Defendant swears that the remark was not made, and that plaintiff, at Chicago, took the control of the disposition of the cattle; that at his request plaintiff directed the commission merchant to pay the proceeds of the sale, when received, to defendant, as plaintiff had not yet paid defendant for the cattle. The commission merchant corroborates defendant in this statement, and further testifies, that during the day, at the stock yards, he had an offer for the cattle, which he advised plaintiff to accept, but plaintiff forbade him selling the cattle unless he could get a higher price, which he named. It is also in proof, that after the sales were made, an account of sales was sent to plaintiff, with statement that proceeds had been sent to defendant.

Take the proof all into consideration, and it seems very convincing that if there was a warranty as to what the cattle would weigh, and if a perfect exclusion of the cattle from food and water for twelve hours before weighing, and if the contract was specific for 120 head of cattle, still,.all these matters were waived by plaintiff, and he did accept the 117 head of cattle at the agreed price of $7 per hundred, and did receive them and put them in the hands of a commission merchant to *137sell on his account, with directions to pay the proceeds to defendant—at least there can be no doubt that the evidence tended to prove that state of affairs.

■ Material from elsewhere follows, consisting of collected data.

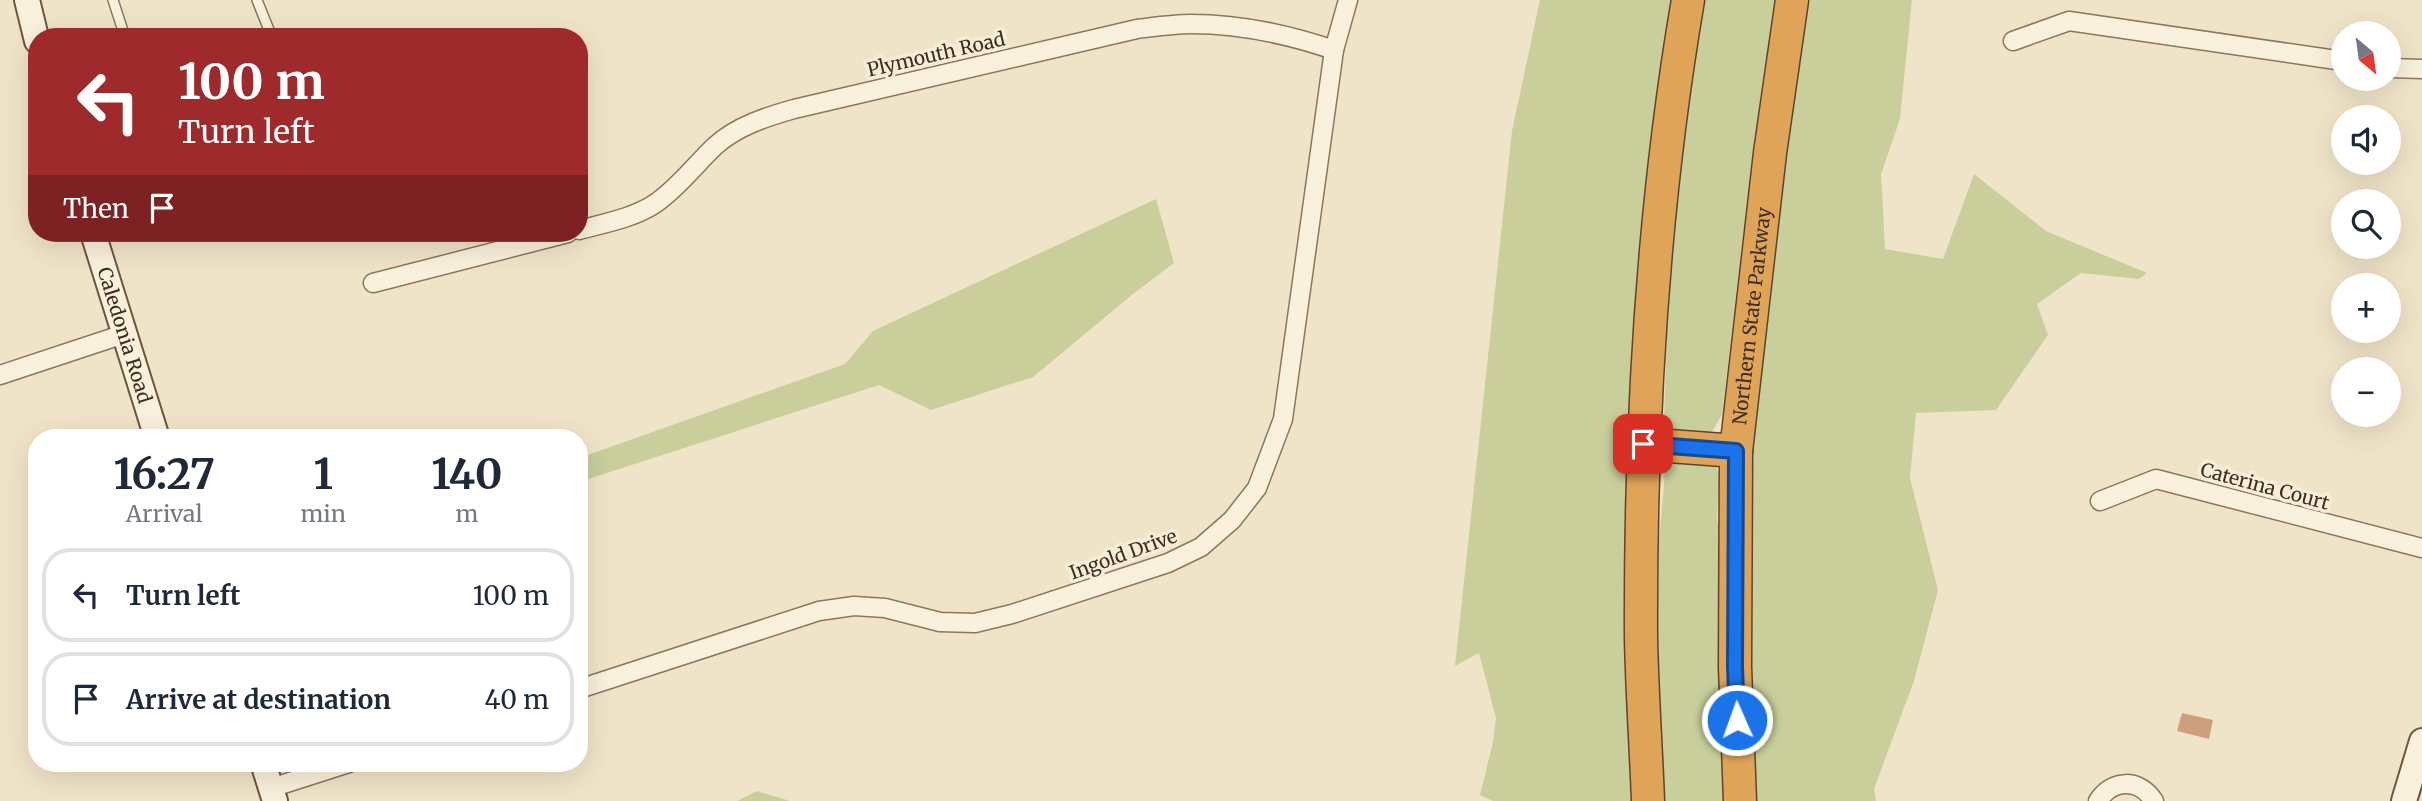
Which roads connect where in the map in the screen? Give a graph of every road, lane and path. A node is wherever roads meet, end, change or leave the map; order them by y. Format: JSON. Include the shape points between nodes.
{"nodes":[{"id":1,"x":27,"y":0,"type":"edge"},
{"id":2,"x":113,"y":0,"type":"edge"},
{"id":3,"x":257,"y":0,"type":"edge"},
{"id":4,"x":1348,"y":0,"type":"edge"},
{"id":5,"x":1688,"y":0,"type":"edge"},
{"id":6,"x":1793,"y":0,"type":"edge"},
{"id":7,"x":34,"y":28,"type":"edge"},
{"id":8,"x":122,"y":28,"type":"edge"},
{"id":9,"x":268,"y":28,"type":"edge"},
{"id":10,"x":2013,"y":41,"type":"dead end"},
{"id":11,"x":1334,"y":50,"type":"junction"},
{"id":12,"x":2331,"y":59,"type":"edge"},
{"id":13,"x":2401,"y":68,"type":"edge"},
{"id":14,"x":2422,"y":69,"type":"edge"},
{"id":15,"x":588,"y":228,"type":"edge"},
{"id":16,"x":96,"y":242,"type":"edge"},
{"id":17,"x":533,"y":242,"type":"edge"},
{"id":18,"x":373,"y":283,"type":"dead end"},
{"id":19,"x":124,"y":334,"type":"junction"},
{"id":20,"x":0,"y":375,"type":"edge"},
{"id":21,"x":155,"y":429,"type":"edge"},
{"id":22,"x":1643,"y":444,"type":"junction"},
{"id":23,"x":1736,"y":451,"type":"junction"},
{"id":24,"x":2100,"y":500,"type":"dead end"},
{"id":25,"x":2422,"y":548,"type":"edge"},
{"id":26,"x":588,"y":686,"type":"edge"},
{"id":27,"x":2422,"y":741,"type":"edge"},
{"id":28,"x":266,"y":772,"type":"edge"},
{"id":29,"x":327,"y":772,"type":"edge"},
{"id":30,"x":273,"y":794,"type":"edge"},
{"id":31,"x":1648,"y":801,"type":"edge"},
{"id":32,"x":1740,"y":801,"type":"edge"},
{"id":33,"x":2098,"y":801,"type":"edge"},
{"id":34,"x":2154,"y":801,"type":"edge"},
{"id":35,"x":2404,"y":801,"type":"edge"}],
"edges":[{"from":1,"to":7,"type":"street"},
{"from":2,"to":8,"type":"lane"},
{"from":3,"to":9,"type":"lane"},
{"from":4,"to":11,"type":"street","name":"Ingold Drive"},
{"from":5,"to":22,"type":"highway","via":[[1656,242]]},
{"from":6,"to":23,"type":"highway","name":"Northern State Parkway","via":[[1770,153]]},
{"from":10,"to":12,"type":"street","via":[[2069,21]]},
{"from":11,"to":15,"type":"street","name":"Plymouth Road","via":[[1242,27],[1189,24],[1137,29],[794,109],[753,122],[717,144],[655,204]]},
{"from":11,"to":26,"type":"street","name":"Ingold Drive","via":[[1283,419],[1256,488],[1232,520],[1201,547],[1168,563],[1012,614],[975,622],[940,622],[885,608],[819,611]]},
{"from":13,"to":14,"type":"street"},
{"from":16,"to":19,"type":"street","name":"Caledonia Road"},
{"from":17,"to":18,"type":"street"},
{"from":19,"to":20,"type":"street"},
{"from":19,"to":21,"type":"street","name":"Caledonia Road"},
{"from":22,"to":23,"type":"highway"},
{"from":22,"to":31,"type":"highway","via":[[1641,639]]},
{"from":23,"to":32,"type":"highway","name":"Northern State Parkway"},
{"from":24,"to":25,"type":"street","name":"Caterina Court","via":[[2156,479]]},
{"from":27,"to":35,"type":"street"},
{"from":28,"to":30,"type":"street"},
{"from":29,"to":30,"type":"street"},
{"from":33,"to":34,"type":"street","via":[[2104,792],[2122,783],[2141,787]]}]}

If this statement was true, defendant was entitled to recover, under his second plea, of plaintiff the unpaid part of the purchase money for the cattle, at $7 per hundred, and this although the contract did not embrace the sale of the hogs.

For this error alone, the judgment must be reversed.

There are other instructions which are faulty. Those in relation to the supposed warranty that the cattle should average 1550 pounds, are not well expressed, and were calculated to mislead the jury, and should all have been qualified by calling attention to the apparent waiver of the same by the subsequent acts of plaintiff. Those as to the effect of the agreement that the cattle should be kept from food and water for twelve hours next before weighing, should, if given, have been accompanied by a statement, that if plaintiff, with a knowledge that this had not been strictly done, had consented to the weighing, such act would be a waiver of this objection, in so far as it could operate as a condition precedent to the sale.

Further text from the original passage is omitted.